- Poster
- Directed by: Maynard Kraak
- Written by: Darron Meyer; Aaron Naidoo;
- Produced by: Razia Rawoot; Maynard Kraak; Mehboob Bawa;
- Starring: Mehboob Bawa; Suraya Rose Santos; Siv Ngesi;
- Cinematography: FW Stark
- Edited by: Cohen Lorenzo Davids
- Music by: Edward George King; Ravjive Mohan;
- Production companies: Razia Bawa Productions; West Five Films; PostCity;
- Release date: 15 July 2019; (Durban)
- Running time: 99 minutes
- Country: South Africa
- Language: English

= Bhai's Cafe =

Bhai's Cafe is a South African musical comedy-drama film shot in the style of a Bollywood film directed by Maynard Kraak from a screenplay by Darron Meyer and Aaron Naidoo. It premiered at the 2019 Durban International Film Festival.
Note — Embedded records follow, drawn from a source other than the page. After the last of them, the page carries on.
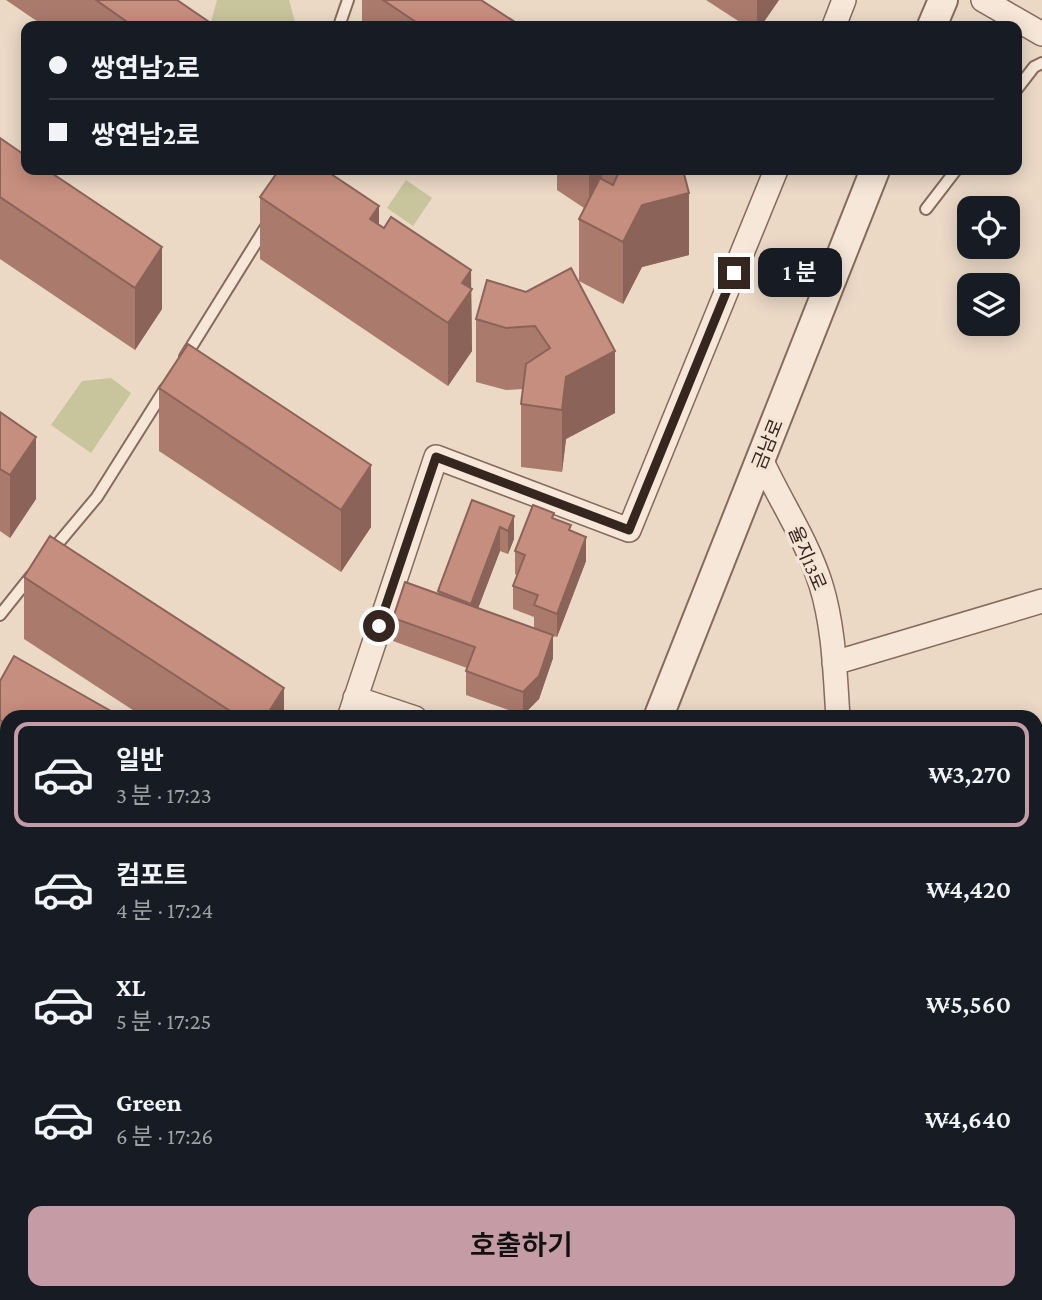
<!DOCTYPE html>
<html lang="ko">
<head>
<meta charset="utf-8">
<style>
  body { margin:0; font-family:"Crimson Pro","Noto Sans KR",serif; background:#242831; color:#f1f3f6; height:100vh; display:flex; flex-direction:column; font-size:26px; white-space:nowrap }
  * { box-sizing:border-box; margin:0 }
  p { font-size:23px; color:#9ea1a6 }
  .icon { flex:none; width:38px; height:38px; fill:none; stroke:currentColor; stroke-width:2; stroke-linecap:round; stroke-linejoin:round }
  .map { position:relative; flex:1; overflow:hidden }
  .panel { position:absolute; left:0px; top:710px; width:1043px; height:590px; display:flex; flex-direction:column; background:#171b24; border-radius:21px 21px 0 0; box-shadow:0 4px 18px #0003 }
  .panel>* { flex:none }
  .hud { position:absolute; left:21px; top:21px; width:1001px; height:154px; border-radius:14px; box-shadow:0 4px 18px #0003; display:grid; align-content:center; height:154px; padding:0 28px; background:#171b24 }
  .controls { position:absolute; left:957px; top:196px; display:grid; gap:14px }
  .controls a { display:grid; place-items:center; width:63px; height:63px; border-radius:14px; background:#171b24; box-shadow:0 4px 18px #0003; font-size:35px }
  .end { position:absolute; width:32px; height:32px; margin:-16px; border:9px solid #362620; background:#fff; box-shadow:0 0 0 4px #fff }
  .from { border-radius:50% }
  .bubble { position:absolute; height:49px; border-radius:14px; background:#171b24; box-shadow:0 4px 18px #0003; font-size:23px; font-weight:600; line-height:49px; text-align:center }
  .hud b { display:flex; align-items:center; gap:24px; height:66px; font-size:26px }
  .hud b+b { border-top:2px solid #363941 }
  .hud i { width:18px; height:18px; background:#f1f3f6 }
  ul { padding:12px 0 0; list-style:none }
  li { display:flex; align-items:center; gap:21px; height:105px; margin:0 14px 10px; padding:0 14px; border:4px solid transparent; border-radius:14px }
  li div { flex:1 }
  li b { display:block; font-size:26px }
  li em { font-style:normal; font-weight:600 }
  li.active { border-color:#c59ca6 }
  li>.icon { width:63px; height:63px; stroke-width:1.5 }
  .primary-button { display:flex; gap:14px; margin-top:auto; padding:14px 28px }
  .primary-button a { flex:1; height:80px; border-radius:14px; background:#c59ca6; color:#111; font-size:28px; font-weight:600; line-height:80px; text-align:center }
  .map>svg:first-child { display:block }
  .green { fill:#c8c49b }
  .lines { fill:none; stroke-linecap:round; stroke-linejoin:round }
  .service-casing { stroke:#856a5d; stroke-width:14 }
  .minor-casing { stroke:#856a5d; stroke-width:26 }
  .tertiary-casing { stroke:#856a5d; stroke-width:32 }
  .service { stroke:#f6e7d9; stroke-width:10 }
  .minor { stroke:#f6e7d9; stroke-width:23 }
  .tertiary { stroke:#f6e7d9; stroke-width:28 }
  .wall { fill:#aa7a6d }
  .shaded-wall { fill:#8b6359 }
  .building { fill:#c68e7f; stroke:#8b6359; stroke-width:2 }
  .route { stroke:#362620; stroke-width:9 }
  .labels { text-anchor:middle; stroke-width:7; stroke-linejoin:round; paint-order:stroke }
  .street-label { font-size:19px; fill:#362620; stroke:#f3e4d5 }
</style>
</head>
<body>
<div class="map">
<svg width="1042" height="1300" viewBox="0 0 1042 1300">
  <rect width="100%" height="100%" fill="#ebd9c6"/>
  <path class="green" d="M217,0H289L296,26H210Z
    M406,180L432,198L413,226L387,208Z
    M111,378L131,393L91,453L51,425L82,381Z"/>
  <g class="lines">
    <g class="service-casing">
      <path id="service" d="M339,26L348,0
        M1017,89L1034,67L1042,63
        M926,209L956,170
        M185,357L267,225
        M50,553L97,497L165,389
        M0,615L31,576"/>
    </g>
    <g class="minor-casing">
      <path id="minor" d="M983,0L1042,34
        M834,26L844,0
        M761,459C780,501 807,540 821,585C834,627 835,673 838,718
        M834,663L1042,601
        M355,698L415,718
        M349,718L436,457L629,530L776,170
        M822,1300V1293"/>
    </g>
    <g class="tertiary-casing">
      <path id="tertiary" d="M932,26L943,0
        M658,718L875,170
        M0,817L7,820
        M1036,1197L1042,1199
        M424,1300L427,1293"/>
    </g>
    <use href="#service" class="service"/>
    <use href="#minor" class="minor"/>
    <use href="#tertiary" class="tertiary"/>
  </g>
  <path class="wall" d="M6,0H177L215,26H44Z
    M362,0H481L521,26H362Z
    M706,0H779L761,26H746Z
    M0,138L162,309L135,350L0,259Z
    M557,170H683L689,255L642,267L623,304L579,281V219L584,208L557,190Z
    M260,197L379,226L471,288L472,351L448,386L260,259Z
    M526,292L615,413L566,439L562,472L521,467V404L523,389L506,390L476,382V319Z
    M159,388L371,527L341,572L159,451Z
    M0,412L36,499L10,538L0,531Z
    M472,500L514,516V539L508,554L500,551L478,608L534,628V617L513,609V586L517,575L515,574V551L554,519L571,531L586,561L557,637L553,636V658L539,699L523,715L466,695V671L467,668L393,641V618L438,594V591Z
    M24,577L284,718H145L24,639Z
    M0,681L7,718V754L0,750Z
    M0,1145L7,1213L5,1218V1227L0,1240Z
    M1042,1275V1293L1041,1292V1276Z
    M51,1293H69L66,1299Z"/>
  <path class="shaded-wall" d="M757,0H779L761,26H757Z
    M589,170H602V200L589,211Z
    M689,193V255L642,267L623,304V242L642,205Z
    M379,206V268L370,219Z
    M162,247V309L135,350V288Z
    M471,270L472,351L448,386V323L462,283Z
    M615,351V413L566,439L562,472V410L566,377Z
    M36,437V499L10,538V475Z
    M371,465V527L341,572V510Z
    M514,516V539L508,554V531Z
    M500,527V551L471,627V604Z
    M586,537V561L557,637V614Z
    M553,635V658L539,699L523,715V692Z
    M284,688V718H265Z
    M7,1189V1213L5,1218V1194Z
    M5,1211V1227L0,1240V1224Z
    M1029,1293H1031V1300H1025Z"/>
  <path class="building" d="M96,0H177L215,26H133Z
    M383,0H481L521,26H422Z
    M0,138L26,156V170H47L162,247L135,288L0,197Z
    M279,170H294L296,171V170H325L379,206L370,219L384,228L391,217L471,270L462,283L472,289L448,323L260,197Z
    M620,170H683L689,193L642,205L623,242L579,219L600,178L613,185Z
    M571,268L615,351L566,377L562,410L521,404L526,364L550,348L535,326L506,328L476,319L487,280L526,292Z
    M188,344L371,465L341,510L159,388Z
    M0,412L36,437L10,475L0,469Z
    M472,500L514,516L508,531L500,527L471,604L438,591Z
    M533,505L554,513L552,518L571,525L569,530L586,537L557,614L534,605L538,595L513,586L525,555L515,551Z
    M50,536L284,688L265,718H241L24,577Z
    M405,582L553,635L539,676L523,692L466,671L475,647L393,618Z
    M14,656L123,718H7V724L0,720V681Z
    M0,1145L7,1147V1189L5,1194L0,1192Z
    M0,1209L5,1211L0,1224Z
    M837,1293H890L888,1300H838Z
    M890,1293H999L1004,1295L1005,1293H1029L1025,1300H888Z"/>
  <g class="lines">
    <path class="route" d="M379,626L436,457L629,530L734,273"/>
  </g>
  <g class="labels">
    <g class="street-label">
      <text transform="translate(767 444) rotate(-68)" y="7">금남로</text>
      <text transform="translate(808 558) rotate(67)" y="7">율지13로</text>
    </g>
  </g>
</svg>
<div class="controls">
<a><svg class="icon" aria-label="locate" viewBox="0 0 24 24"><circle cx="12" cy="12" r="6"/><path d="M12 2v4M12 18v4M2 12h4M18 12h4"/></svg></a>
<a><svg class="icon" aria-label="layers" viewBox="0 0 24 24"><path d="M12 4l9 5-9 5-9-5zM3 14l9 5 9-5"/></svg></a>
</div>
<i class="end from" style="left:379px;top:626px"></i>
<i class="end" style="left:734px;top:273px"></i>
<div class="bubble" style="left:758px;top:248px;width:84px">1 분</div>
<div class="hud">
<b><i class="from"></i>쌍연남2로</b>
<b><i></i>쌍연남2로</b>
</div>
<section class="panel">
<ul>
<li class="active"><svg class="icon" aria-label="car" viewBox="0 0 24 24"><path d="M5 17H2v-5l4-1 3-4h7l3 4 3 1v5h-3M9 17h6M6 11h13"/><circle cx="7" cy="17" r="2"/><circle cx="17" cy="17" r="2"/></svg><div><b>일반</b><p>3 분 · 17:23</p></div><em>₩3,270</em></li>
<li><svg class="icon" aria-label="car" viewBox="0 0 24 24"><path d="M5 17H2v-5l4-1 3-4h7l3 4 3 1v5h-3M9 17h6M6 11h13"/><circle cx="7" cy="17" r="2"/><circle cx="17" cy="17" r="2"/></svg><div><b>컴포트</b><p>4 분 · 17:24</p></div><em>₩4,420</em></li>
<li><svg class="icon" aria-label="car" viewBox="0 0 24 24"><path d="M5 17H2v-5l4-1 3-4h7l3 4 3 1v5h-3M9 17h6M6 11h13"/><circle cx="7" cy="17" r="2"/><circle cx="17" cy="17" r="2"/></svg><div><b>XL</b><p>5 분 · 17:25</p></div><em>₩5,560</em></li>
<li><svg class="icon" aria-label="car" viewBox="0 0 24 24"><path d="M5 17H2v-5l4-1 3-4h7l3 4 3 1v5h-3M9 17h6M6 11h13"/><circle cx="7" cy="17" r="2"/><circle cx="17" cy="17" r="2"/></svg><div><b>Green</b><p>6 분 · 17:26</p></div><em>₩4,640</em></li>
</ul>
<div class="primary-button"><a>호출하기</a></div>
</section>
</div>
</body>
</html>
It had a brief theatrical release in February 2020 before moving to DStv Box Office when cinemas closed the following month.

==Premise==
The film is set at a local café in Wynberg, Cape Town run by Bhai that comes under threat from a property developer, whose son catches the eye of his daughter.

==Cast==
- Mehboob Bawa as Bhai
- Suraya Rose Santos as Rashmi
- Siv Ngesi as Patrick
- Rehane Abrahams as Mary
- Thabo Bopape as Lionel
- Farouk Valley-Omar as Chaganbhai
- Jessica Sutton as Stephanie
- Masali Baduza as Thandi
- Dillon Windvogel as Shamiel
- Elodie Venece as Veena
- Stavros Cassapis as Kabir

==Production==
The story was the brainchild of Razia Rawoot and Mehboob Bawa, with the setting inspired by Bawa's memories of the corner shop in Claremont his family owned when he was growing up in Cape Town. Originally intended to be a sitcom, director Maynard Kraak introduced them to screenwriters Darron Meyer and Aaron Naidoo to help them turn it into a film. It was filmed on location in Cape Town.